Win for Wynn Resorts
The MGC conclusion is the first major victory for new Wynn Resorts CEO Matt Maddox. His company remains under investigation by the state gaming regulatory board as to whether it’s suitable to hold a casino license.
But the MGC removing Steve Wynn’s name from the operating permit, conditioned on his presumed decision not to vote at this month’s shareholder meeting, essentially says the Encore Boston Harbor no longer has any association to the former casino tycoon.
“Steve Wynn is not Wynn Resorts,” Maddox declared last month to the MGC. In this week’s adjudicatory ruling, it appears the gaming commission agrees.
The MGC’s Investigations and Enforcement Bureau continues to probe whether Wynn Resorts executives and/or board members knew about the sexual allegations, most specifically a $7.5 million settlement payment made in 2005 to a manicurist who claimed she was forced into having sex with the billionaire.

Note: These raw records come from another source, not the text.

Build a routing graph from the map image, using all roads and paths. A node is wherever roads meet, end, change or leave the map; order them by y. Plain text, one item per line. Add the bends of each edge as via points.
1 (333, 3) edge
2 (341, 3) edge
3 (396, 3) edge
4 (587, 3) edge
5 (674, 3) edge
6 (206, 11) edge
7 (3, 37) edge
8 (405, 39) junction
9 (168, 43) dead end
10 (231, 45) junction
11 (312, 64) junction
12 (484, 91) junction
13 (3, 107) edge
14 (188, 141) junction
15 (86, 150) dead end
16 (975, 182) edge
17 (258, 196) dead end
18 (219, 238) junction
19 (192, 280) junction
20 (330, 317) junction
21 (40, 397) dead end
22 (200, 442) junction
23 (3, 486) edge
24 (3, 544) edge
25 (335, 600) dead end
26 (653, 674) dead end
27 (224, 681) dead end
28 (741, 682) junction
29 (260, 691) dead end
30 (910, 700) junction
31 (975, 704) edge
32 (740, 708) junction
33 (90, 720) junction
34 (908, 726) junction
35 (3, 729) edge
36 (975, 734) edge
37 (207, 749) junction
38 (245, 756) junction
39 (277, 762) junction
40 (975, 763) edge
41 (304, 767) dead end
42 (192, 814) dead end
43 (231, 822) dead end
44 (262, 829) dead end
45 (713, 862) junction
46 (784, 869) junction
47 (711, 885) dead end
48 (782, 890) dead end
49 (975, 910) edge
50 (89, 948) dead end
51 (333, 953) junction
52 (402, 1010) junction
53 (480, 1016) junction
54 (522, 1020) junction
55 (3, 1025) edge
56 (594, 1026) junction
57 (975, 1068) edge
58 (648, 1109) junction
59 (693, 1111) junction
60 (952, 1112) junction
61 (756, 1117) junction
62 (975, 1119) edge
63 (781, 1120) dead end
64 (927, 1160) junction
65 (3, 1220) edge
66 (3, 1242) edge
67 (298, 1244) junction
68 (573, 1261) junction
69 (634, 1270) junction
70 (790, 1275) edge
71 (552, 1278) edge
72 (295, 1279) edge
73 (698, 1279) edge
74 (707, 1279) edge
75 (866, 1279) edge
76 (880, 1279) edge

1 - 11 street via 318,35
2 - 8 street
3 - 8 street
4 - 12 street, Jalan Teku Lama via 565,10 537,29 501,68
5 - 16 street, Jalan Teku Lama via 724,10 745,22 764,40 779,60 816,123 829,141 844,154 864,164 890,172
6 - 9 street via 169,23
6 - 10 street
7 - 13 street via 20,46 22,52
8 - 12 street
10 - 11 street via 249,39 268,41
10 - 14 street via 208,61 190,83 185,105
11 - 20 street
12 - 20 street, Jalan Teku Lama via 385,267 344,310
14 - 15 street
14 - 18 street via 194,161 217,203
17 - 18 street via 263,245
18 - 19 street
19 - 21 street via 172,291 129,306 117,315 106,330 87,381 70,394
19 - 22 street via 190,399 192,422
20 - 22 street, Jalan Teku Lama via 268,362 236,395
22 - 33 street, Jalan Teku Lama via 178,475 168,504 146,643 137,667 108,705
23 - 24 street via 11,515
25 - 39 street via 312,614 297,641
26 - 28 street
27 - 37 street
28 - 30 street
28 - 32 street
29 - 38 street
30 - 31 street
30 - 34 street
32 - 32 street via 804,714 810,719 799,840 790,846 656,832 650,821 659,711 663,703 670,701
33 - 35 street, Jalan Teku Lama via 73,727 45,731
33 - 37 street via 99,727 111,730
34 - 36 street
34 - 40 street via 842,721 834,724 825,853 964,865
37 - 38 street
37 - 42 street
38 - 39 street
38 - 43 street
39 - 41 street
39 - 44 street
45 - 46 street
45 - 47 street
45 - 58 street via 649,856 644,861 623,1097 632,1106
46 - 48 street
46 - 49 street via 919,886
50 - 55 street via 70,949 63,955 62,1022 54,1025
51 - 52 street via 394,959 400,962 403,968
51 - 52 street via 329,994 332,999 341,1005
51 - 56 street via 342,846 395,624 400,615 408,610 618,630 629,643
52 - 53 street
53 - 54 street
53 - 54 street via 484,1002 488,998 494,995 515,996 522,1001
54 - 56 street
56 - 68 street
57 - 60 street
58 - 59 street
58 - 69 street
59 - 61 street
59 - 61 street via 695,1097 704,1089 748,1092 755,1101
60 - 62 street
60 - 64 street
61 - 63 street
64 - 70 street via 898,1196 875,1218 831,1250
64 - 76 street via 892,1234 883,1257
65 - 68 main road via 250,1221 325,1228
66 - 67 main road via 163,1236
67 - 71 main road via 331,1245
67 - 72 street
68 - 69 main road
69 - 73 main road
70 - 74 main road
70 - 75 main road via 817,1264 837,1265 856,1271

The check was written from a shell limited liability company called Entity Y LLC.
During the bidding process, Massachusetts gaming regulators determined Wynn Resorts and associated individual qualifiers were “suitable” for licensure. The MGC specifically noted that Steve Wynn was “highly ethical,” and “a perfectionist who is passionate about everything he does.”
MGC Chairman Stephen Crosby said in the wake of the bombshell allegations that “the people of Massachusetts have the right to know what the hell happened.”
Wynn Resorts will wait patiently to see where the commission’s investigation comes down. In the meantime, the company is implementing a policy that requires all executives and board members to notify their legal team within 48 hours of any communication with Steve Wynn, which in turn will disclose such correspondence to the MGC.